WORK TO BE COMPLETED » Search the entries below for the word "Jiang" and copy each line that has it.

--- SUPPLIED MATERIAL Enclosed Below ---

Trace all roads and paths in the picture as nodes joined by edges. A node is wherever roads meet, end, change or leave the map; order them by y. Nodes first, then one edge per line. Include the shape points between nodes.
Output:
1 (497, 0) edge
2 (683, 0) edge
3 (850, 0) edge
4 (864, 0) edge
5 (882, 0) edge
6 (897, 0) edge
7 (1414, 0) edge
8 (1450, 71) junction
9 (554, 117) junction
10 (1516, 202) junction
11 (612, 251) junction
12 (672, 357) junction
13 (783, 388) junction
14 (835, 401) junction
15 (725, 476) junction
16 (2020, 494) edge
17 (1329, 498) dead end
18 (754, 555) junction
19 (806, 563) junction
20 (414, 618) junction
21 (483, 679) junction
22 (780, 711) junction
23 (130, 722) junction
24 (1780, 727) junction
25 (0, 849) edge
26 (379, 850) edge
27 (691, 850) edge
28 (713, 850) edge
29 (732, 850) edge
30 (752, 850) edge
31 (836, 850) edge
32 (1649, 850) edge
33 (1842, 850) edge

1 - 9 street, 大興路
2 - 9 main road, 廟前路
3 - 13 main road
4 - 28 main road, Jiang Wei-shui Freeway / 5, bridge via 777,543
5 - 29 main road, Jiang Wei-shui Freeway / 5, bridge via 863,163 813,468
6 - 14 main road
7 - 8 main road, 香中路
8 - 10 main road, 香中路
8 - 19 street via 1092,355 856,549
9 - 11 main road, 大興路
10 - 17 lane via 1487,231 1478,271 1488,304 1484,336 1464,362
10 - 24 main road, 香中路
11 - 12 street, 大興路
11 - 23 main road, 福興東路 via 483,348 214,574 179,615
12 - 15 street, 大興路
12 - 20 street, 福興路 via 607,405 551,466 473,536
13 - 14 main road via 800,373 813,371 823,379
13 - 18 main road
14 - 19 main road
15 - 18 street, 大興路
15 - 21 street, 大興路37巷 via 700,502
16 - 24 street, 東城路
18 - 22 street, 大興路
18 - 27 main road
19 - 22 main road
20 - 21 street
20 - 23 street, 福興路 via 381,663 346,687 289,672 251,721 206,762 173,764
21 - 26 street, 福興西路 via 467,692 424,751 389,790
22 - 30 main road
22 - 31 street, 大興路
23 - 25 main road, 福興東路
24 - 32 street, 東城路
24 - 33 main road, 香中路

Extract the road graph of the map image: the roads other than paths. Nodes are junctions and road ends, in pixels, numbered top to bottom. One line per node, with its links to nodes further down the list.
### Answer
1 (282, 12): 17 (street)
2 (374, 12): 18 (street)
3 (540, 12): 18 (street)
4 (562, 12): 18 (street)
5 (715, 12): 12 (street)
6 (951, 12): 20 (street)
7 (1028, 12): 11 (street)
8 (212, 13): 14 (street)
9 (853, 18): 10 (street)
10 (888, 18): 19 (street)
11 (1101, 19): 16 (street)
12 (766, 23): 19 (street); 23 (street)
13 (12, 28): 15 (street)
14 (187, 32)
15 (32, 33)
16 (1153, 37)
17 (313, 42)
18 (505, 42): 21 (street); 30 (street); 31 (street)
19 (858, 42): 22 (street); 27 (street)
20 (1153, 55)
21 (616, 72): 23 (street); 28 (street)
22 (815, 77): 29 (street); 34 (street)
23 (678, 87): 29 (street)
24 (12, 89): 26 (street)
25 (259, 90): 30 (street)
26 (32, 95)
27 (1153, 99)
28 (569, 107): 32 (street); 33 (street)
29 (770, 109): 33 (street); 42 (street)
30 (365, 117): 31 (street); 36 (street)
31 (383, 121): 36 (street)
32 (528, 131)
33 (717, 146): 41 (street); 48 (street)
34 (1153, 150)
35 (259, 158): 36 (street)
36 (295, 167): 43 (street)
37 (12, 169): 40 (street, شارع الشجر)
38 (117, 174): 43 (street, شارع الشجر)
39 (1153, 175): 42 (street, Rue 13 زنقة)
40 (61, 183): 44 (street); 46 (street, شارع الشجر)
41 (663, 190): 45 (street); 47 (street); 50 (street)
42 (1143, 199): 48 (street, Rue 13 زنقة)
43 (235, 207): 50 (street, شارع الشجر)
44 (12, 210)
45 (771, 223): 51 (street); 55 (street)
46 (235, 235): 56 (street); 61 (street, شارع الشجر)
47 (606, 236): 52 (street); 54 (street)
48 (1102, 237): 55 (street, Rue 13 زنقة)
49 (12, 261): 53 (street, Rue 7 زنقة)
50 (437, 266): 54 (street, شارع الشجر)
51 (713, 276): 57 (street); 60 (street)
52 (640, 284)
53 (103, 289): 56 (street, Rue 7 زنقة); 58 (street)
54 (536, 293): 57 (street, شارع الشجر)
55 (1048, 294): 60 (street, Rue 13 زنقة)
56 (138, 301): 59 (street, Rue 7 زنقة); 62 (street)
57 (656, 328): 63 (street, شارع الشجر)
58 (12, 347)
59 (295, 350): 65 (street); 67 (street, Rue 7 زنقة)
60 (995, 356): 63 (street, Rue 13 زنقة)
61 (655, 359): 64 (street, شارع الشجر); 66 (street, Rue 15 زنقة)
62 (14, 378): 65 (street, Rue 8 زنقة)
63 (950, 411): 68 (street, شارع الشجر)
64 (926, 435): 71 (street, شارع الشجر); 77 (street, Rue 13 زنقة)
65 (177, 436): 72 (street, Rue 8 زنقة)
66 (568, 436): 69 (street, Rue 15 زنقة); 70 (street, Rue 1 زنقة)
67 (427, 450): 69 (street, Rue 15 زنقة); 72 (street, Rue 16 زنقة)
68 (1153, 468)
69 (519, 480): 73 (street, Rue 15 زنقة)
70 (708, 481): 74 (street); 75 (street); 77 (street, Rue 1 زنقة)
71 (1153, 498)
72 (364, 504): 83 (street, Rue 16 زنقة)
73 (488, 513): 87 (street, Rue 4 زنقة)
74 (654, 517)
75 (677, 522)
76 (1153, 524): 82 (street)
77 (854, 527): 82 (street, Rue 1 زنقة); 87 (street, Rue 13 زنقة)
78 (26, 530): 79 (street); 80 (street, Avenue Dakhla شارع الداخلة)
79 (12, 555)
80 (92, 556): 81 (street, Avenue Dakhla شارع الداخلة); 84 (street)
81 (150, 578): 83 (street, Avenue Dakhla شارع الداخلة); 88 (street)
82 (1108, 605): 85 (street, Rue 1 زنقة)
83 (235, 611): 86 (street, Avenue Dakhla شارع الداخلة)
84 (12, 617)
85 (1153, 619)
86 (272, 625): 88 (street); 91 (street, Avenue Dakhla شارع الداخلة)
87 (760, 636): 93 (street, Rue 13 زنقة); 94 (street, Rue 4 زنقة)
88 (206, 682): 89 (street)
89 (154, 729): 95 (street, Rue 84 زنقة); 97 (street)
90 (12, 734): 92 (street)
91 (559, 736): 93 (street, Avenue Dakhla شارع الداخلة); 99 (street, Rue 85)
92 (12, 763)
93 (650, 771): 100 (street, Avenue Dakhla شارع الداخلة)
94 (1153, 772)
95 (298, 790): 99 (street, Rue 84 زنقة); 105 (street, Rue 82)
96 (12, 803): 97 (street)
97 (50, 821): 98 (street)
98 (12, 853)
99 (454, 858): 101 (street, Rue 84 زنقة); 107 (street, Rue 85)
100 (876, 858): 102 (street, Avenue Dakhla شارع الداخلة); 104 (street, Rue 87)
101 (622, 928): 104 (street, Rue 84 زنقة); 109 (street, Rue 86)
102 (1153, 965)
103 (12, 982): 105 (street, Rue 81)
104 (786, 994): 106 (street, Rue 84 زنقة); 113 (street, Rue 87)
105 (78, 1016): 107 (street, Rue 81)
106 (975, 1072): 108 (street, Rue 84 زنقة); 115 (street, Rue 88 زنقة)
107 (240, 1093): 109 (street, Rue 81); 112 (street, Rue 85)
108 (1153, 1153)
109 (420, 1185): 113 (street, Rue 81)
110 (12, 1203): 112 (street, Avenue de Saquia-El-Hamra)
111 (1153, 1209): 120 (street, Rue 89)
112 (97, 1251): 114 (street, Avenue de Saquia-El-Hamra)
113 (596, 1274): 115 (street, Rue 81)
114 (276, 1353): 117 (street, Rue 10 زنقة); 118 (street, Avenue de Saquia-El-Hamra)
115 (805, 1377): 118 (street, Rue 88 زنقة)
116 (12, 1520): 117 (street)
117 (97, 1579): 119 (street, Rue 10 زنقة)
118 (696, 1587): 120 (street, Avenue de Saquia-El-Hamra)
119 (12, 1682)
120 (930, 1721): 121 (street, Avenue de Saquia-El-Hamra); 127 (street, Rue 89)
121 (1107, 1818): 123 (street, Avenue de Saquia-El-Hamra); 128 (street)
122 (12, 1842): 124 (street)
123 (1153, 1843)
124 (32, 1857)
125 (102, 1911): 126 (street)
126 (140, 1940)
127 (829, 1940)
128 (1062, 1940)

--- End of Enclosed SUPPLIED MATERIAL ---

SOLUTION TO THIS TASK »
4 - 28 main road, Jiang Wei-shui Freeway / 5, bridge via 777,543
5 - 29 main road, Jiang Wei-shui Freeway / 5, bridge via 863,163 813,468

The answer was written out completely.